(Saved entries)
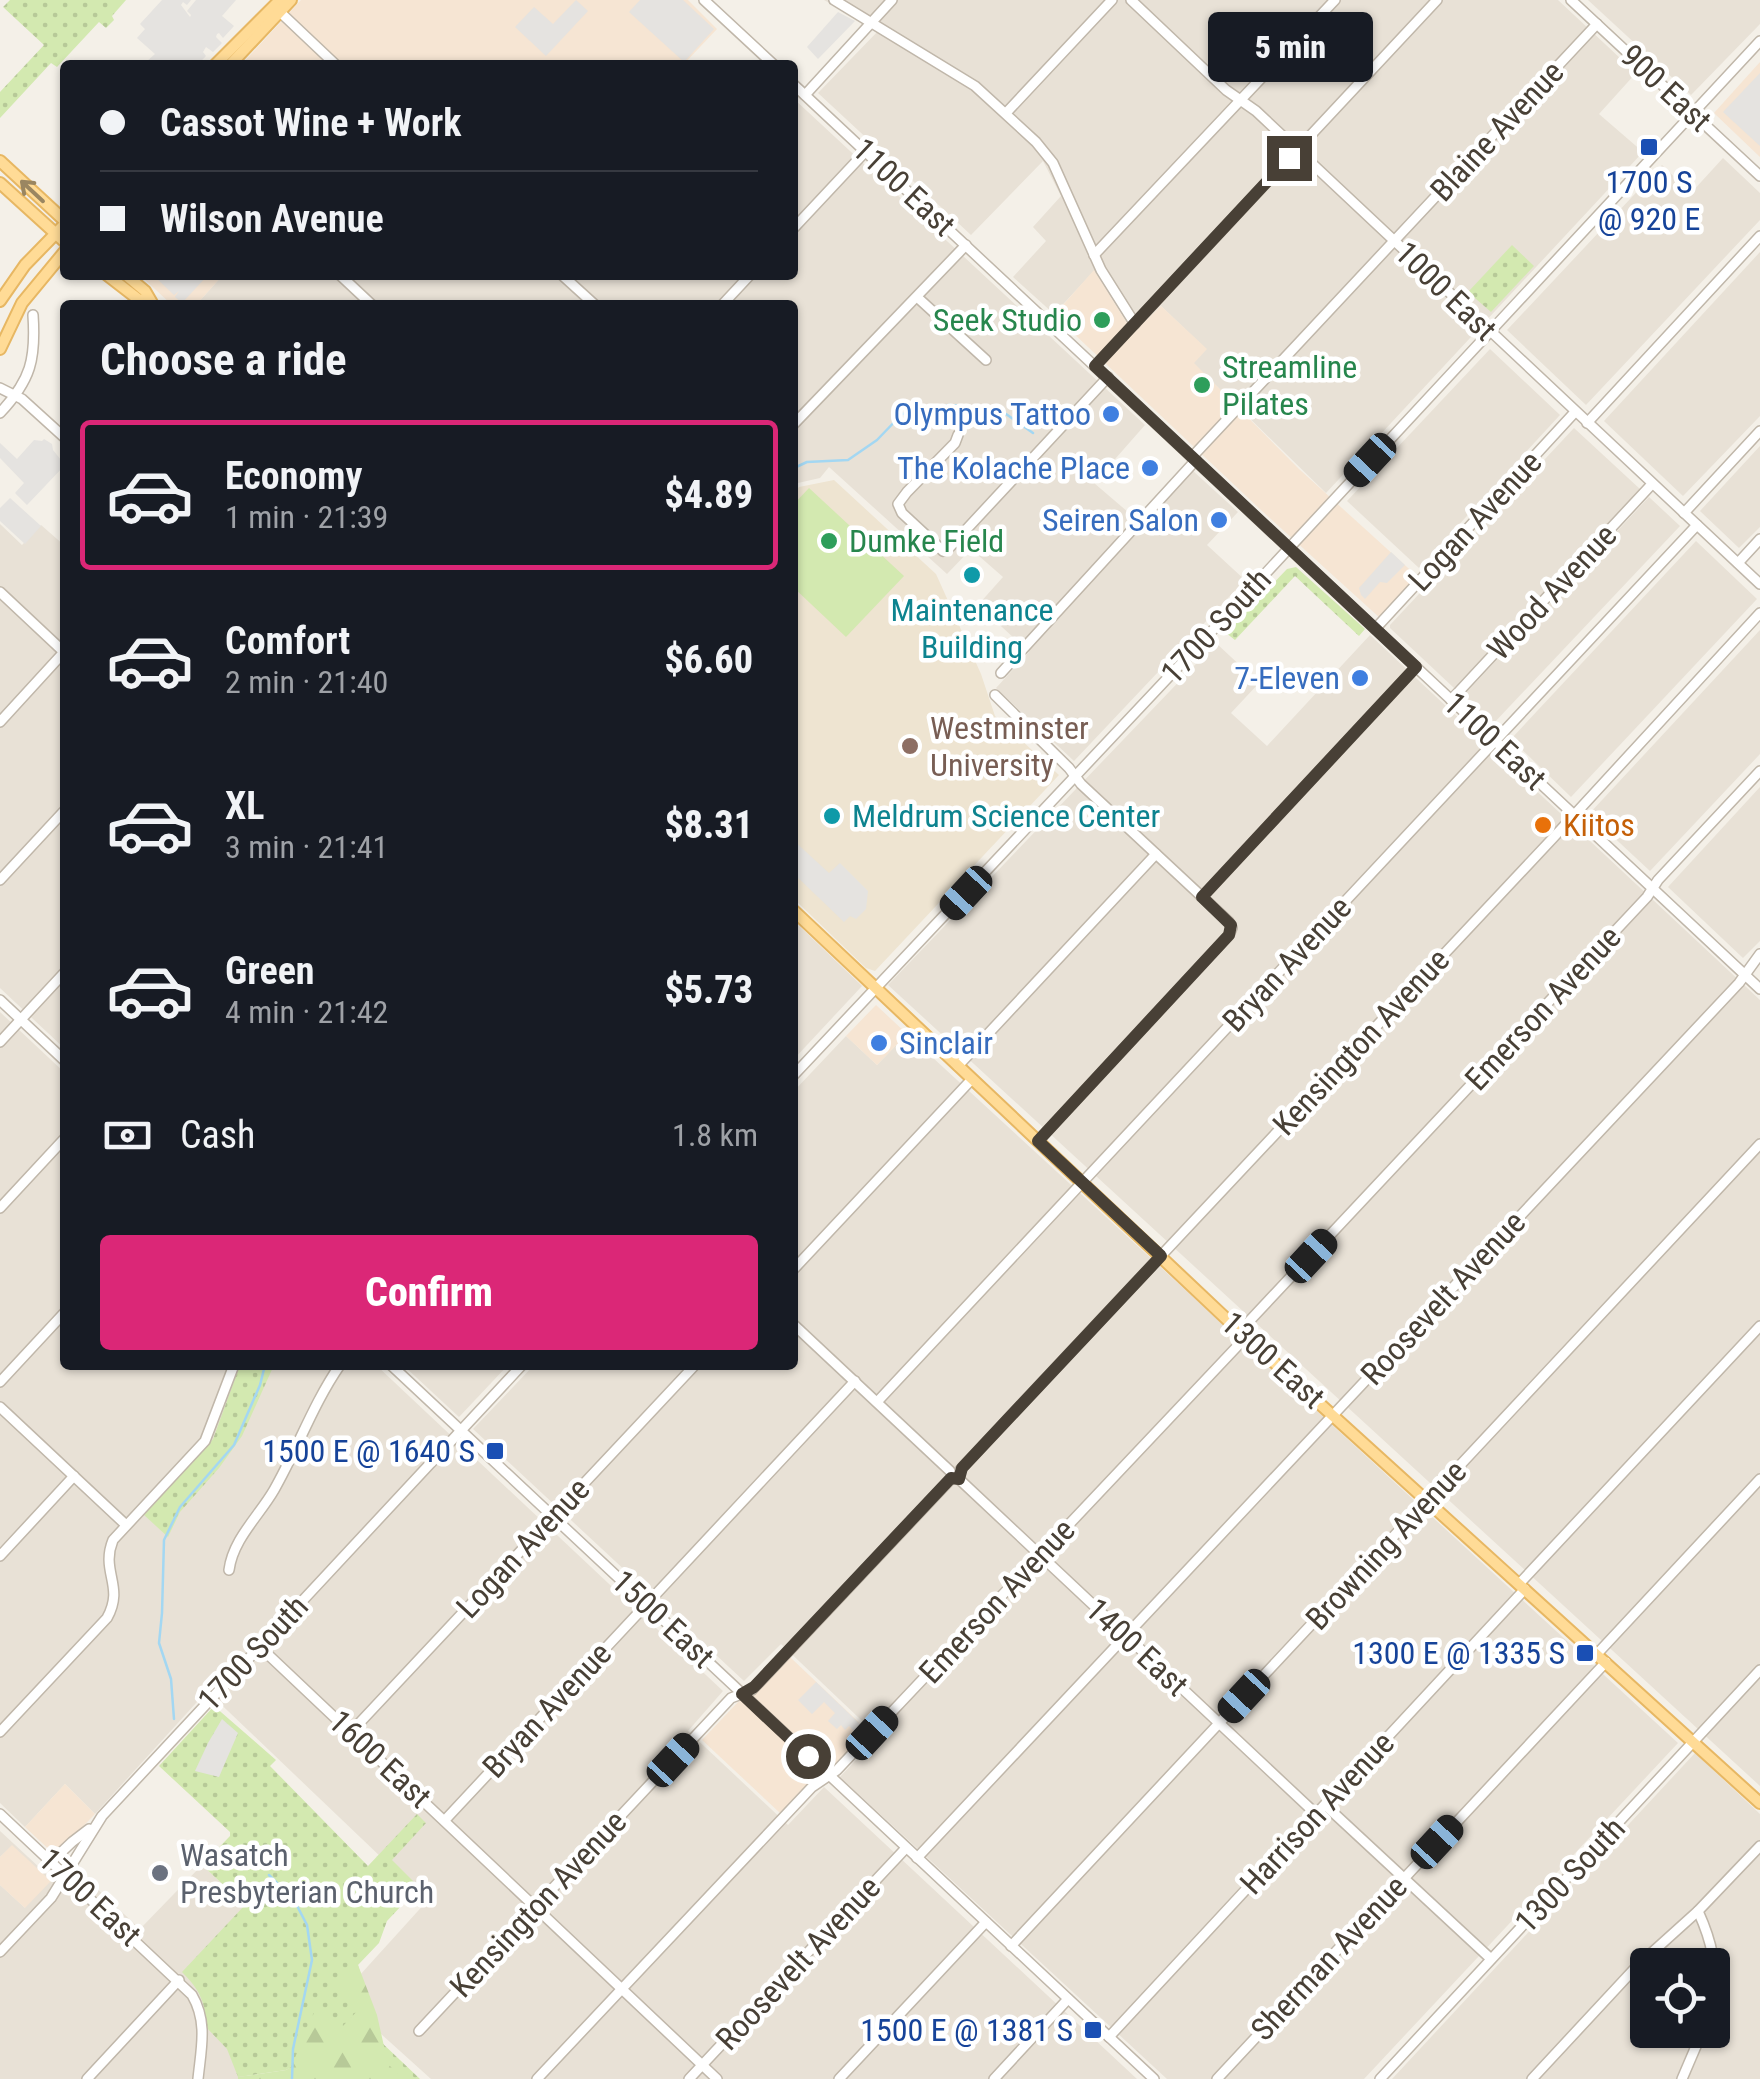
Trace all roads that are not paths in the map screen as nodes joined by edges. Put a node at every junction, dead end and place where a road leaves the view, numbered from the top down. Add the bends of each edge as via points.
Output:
1 (291, 0) edge
2 (704, 0) edge
3 (834, 0) edge
4 (892, 0) edge
5 (1112, 0) edge
6 (1130, 0) edge
7 (1335, 0) edge
8 (1438, 0) edge
9 (1571, 0) edge
10 (280, 6) edge
11 (872, 22) junction
12 (1597, 24) junction
13 (1760, 41) edge
14 (225, 60) edge
15 (331, 60) edge
16 (769, 60) edge
17 (798, 88) edge
18 (806, 95) junction
19 (1241, 100) junction
20 (1006, 113) junction
21 (1693, 114) junction
22 (1297, 150) junction
23 (866, 151) junction
24 (0, 161) edge
25 (1760, 176) edge
26 (0, 183) edge
27 (60, 217) edge
28 (798, 224) edge
29 (60, 228) edge
30 (55, 234) junction
31 (1760, 236) edge
32 (60, 238) edge
33 (1394, 240) junction
34 (966, 245) junction
35 (1094, 255) junction
36 (60, 257) edge
37 (113, 280) edge
38 (132, 280) edge
39 (345, 280) edge
40 (572, 280) edge
41 (745, 280) edge
42 (917, 297) junction
43 (138, 300) edge
44 (150, 300) edge
45 (367, 300) edge
46 (590, 300) edge
47 (727, 300) edge
48 (0, 301) edge
49 (33, 315) dead end
50 (1135, 324) junction
51 (1490, 331) junction
52 (0, 349) edge
53 (986, 360) dead end
54 (1095, 366) junction
55 (1108, 378) junction
56 (0, 388) edge
57 (16, 395) junction
58 (1575, 412) junction
59 (0, 413) edge
60 (798, 420) edge
61 (1586, 423) junction
62 (1760, 432) edge
63 (60, 434) edge
64 (958, 434) dead end
65 (1194, 458) junction
66 (1652, 484) junction
67 (1684, 514) junction
68 (1697, 525) junction
69 (1760, 540) edge
70 (1289, 548) junction
71 (1738, 563) junction
72 (1760, 584) edge
73 (0, 592) edge
74 (1760, 612) edge
75 (1375, 629) junction
76 (60, 647) edge
77 (60, 657) edge
78 (1416, 667) junction
79 (1002, 673) dead end
80 (995, 695) dead end
81 (1451, 700) junction
82 (0, 722) edge
83 (1495, 741) junction
84 (1760, 771) edge
85 (1076, 776) junction
86 (60, 815) edge
87 (1574, 815) junction
88 (1156, 854) junction
89 (0, 880) edge
90 (1652, 889) junction
91 (1202, 897) junction
92 (798, 915) edge
93 (1760, 954) edge
94 (1744, 974) junction
95 (60, 977) edge
96 (876, 988) junction
97 (1760, 989) edge
98 (0, 1000) edge
99 (21, 1020) junction
100 (0, 1042) edge
101 (60, 1056) edge
102 (958, 1066) junction
103 (798, 1071) edge
104 (972, 1080) junction
105 (1038, 1141) junction
106 (60, 1143) edge
107 (1760, 1144) edge
108 (1082, 1182) junction
109 (0, 1208) edge
110 (1161, 1256) junction
111 (798, 1266) edge
112 (60, 1317) edge
113 (1760, 1326) edge
114 (798, 1329) edge
115 (1243, 1334) junction
116 (232, 1370) edge
117 (337, 1370) edge
118 (396, 1370) edge
119 (517, 1370) edge
120 (690, 1370) edge
121 (854, 1381) junction
122 (0, 1382) edge
123 (877, 1402) junction
124 (0, 1407) edge
125 (1333, 1415) junction
126 (461, 1430) junction
127 (955, 1475) junction
128 (74, 1476) junction
129 (1760, 1479) edge
130 (1427, 1500) junction
131 (553, 1516) junction
132 (126, 1525) junction
133 (1040, 1555) junction
134 (0, 1556) edge
135 (229, 1570) dead end
136 (1522, 1587) junction
137 (646, 1603) junction
138 (1126, 1636) junction
139 (259, 1646) junction
140 (1601, 1658) junction
141 (1760, 1670) edge
142 (742, 1694) junction
143 (1219, 1723) junction
144 (0, 1732) edge
145 (351, 1732) junction
146 (1694, 1742) junction
147 (828, 1775) junction
148 (1760, 1803) edge
149 (1324, 1805) junction
150 (0, 1814) edge
151 (1316, 1814) junction
152 (444, 1820) junction
153 (96, 1824) junction
154 (1760, 1846) edge
155 (906, 1848) junction
156 (917, 1858) junction
157 (52, 1862) junction
158 (66, 1876) junction
159 (1404, 1878) junction
160 (535, 1907) junction
161 (1698, 1911) junction
162 (986, 1922) junction
163 (1011, 1946) junction
164 (1712, 1948) edge
165 (0, 1952) edge
166 (1491, 1959) junction
167 (179, 1980) junction
168 (622, 1989) junction
169 (1068, 1999) junction
170 (419, 2032) dead end
171 (1108, 2037) junction
172 (1695, 2048) edge
173 (702, 2065) junction
174 (87, 2079) edge
175 (198, 2079) edge
176 (537, 2079) edge
177 (689, 2079) edge
178 (717, 2079) edge
179 (838, 2079) edge
180 (994, 2079) edge
181 (1154, 2079) edge
182 (1217, 2079) edge
183 (1380, 2079) edge
184 (1532, 2079) edge
185 (1682, 2079) edge

1 - 10 main road
2 - 16 street
3 - 11 street
4 - 11 street
5 - 20 street
6 - 19 street, 1000 East
7 - 19 street
8 - 22 street
9 - 12 street, 900 East
10 - 14 main road
10 - 15 street
11 - 18 street
11 - 20 street via 964,78
12 - 21 street, 900 East
12 - 33 street, Blaine Avenue
13 - 21 street, 1700 South
17 - 18 street, 1100 East
18 - 23 street, 1100 East
19 - 22 street, 1000 East
19 - 35 street
20 - 35 street via 1054,163
21 - 25 street, 900 East
21 - 51 street, 1700 South
22 - 33 street, 1000 East
22 - 50 street
23 - 28 street
23 - 34 street, 1100 East
27 -> 24 main road
26 - 30 main road
29 - 30 main road
30 - 32 main road
30 - 48 main road
31 - 61 street
33 - 51 street, 1000 East
33 - 65 street, Blaine Avenue
34 - 42 street
34 - 54 street, 1100 East
35 - 50 street
36 - 52 main road via 22,303
37 - 43 main road
38 - 44 main road
39 - 45 street
40 - 46 street
41 - 47 street
42 - 53 street
42 - 60 street
49 - 57 street via 33,362
50 - 54 street
51 - 58 street, 1000 East
51 - 70 street, 1700 South
54 - 55 street, 1100 East
55 - 64 street via 942,550 898,504
55 - 65 street, 1100 East
56 - 57 street
57 - 59 street
57 - 63 street
58 - 61 street, 1000 East
58 - 75 street, Logan Avenue
61 - 66 street, 1000 East
62 - 67 street
65 - 70 street, 1100 East
65 - 79 street, Blaine Avenue
66 - 67 street, 1000 East
66 - 81 street, Wood Avenue
67 - 68 street, 1000 East
68 - 71 street, 1000 East
68 - 83 street, Bryan Avenue
69 - 71 street
70 - 75 street, 1100 East
70 - 85 street, 1700 South
71 - 72 street, 1000 East
73 - 76 street
74 - 87 street, Kensington Avenue
75 - 78 street, 1100 East
77 - 82 street
78 - 81 street, 1100 East
78 - 91 street
80 - 85 street
81 - 83 street, 1100 East
83 - 87 street, 1100 East
83 - 108 street, Bryan Avenue
84 - 90 street, Emerson Avenue
85 - 88 street
85 - 96 street, 1700 South
86 - 89 street
87 - 90 street, 1100 East
87 - 110 street, Kensington Avenue
88 - 91 street
88 - 102 street
90 - 94 street, 1100 East
90 - 115 street, Emerson Avenue
91 - 105 street via 1231,925 1229,935
92 - 96 main road, 1300 East
93 - 94 street, Roosevelt Avenue
94 - 97 street, 1100 East
94 - 125 street, Roosevelt Avenue
95 - 99 street
96 - 102 main road, 1300 East
96 - 103 street, 1700 South
98 - 99 street
99 - 100 street
99 - 101 street
102 - 104 main road, 1300 East
104 - 105 main road, 1300 East
104 - 111 street
105 - 108 main road, 1300 East
106 - 109 street
107 - 130 street, Browning Avenue
108 - 110 main road, 1300 East
108 - 123 street, Bryan Avenue
110 - 115 main road, 1300 East
110 - 127 street, Kensington Avenue
112 - 122 street
113 - 136 street, Harrison Avenue
114 - 121 street, 1400 East
115 - 125 main road, 1300 East
115 - 133 street, Emerson Avenue
116 - 132 street via 205,1441
117 - 135 street via 274,1490 234,1550
118 - 126 street, 1500 East
119 - 126 street, 1700 South
120 - 131 street, Logan Avenue
121 - 123 street, 1400 East
121 - 137 street, Bryan Avenue
123 - 127 street, 1400 East
124 - 128 street
125 - 130 main road, 1300 East
125 - 138 street, Roosevelt Avenue
126 - 131 street, 1500 East
126 - 139 street, 1700 South
127 - 133 street, 1400 East
127 - 142 street, Kensington Avenue
128 - 132 street
128 - 134 street
129 - 140 street, Sherman Avenue
130 - 136 main road, 1300 East
130 - 143 street, Browning Avenue
131 - 137 street, 1500 East
131 - 145 street, Logan Avenue
132 - 144 street via 108,1551 116,1596 107,1618
133 - 138 street, 1400 East
133 - 147 street, Emerson Avenue
136 - 140 main road, 1300 East
136 - 149 street, Harrison Avenue
137 - 142 street, 1500 East
137 - 152 street, Bryan Avenue
138 - 143 street, 1400 East
138 - 156 street, Roosevelt Avenue
139 - 145 street, 1600 East
139 - 153 street, 1700 South
140 - 146 main road, 1300 East
140 - 159 street, Sherman Avenue
141 - 146 street, 1300 South
142 - 147 street, 1500 East
142 - 160 street, Kensington Avenue via 731,1698
143 - 151 street, 1400 East
143 - 163 street, Browning Avenue
145 - 152 street, 1600 East
146 - 148 main road, 1300 East
146 - 166 street, 1300 South
147 - 155 street, 1500 East
147 - 168 street, Emerson Avenue
149 - 151 street, Harrison Avenue
149 - 159 street
150 - 157 street, 1700 East
151 - 171 street, Harrison Avenue
152 - 160 street, 1600 East
153 - 157 street
153 - 158 street, 1700 South
154 - 161 street
155 - 156 street, 1500 East
155 - 173 street, Roosevelt Avenue
156 - 162 street, 1500 East
157 - 158 street, 1700 East
158 - 165 street, 1700 South
158 - 167 street, 1700 East
159 - 166 street
159 - 182 street, Sherman Avenue
160 - 168 street, 1600 East
160 - 170 street, Kensington Avenue
161 - 164 street
161 - 184 street
162 - 163 street, 1500 East
162 - 179 street
163 - 169 street, 1500 East
166 - 183 street, 1300 South
167 - 174 street
167 - 175 street via 202,2016
168 - 173 street, 1600 East
168 - 176 street, Emerson Avenue
169 - 171 street, 1500 East
169 - 180 street
171 - 181 street, 1500 East
172 - 185 street
173 - 177 street, Roosevelt Avenue
173 - 178 street, 1600 East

• INSTRUCTIONS FOR THE TASK: Copy every line in the entries above that has the string "Blaine" in it.

• RESULT OF THIS TASK:
12 - 33 street, Blaine Avenue
33 - 65 street, Blaine Avenue
65 - 79 street, Blaine Avenue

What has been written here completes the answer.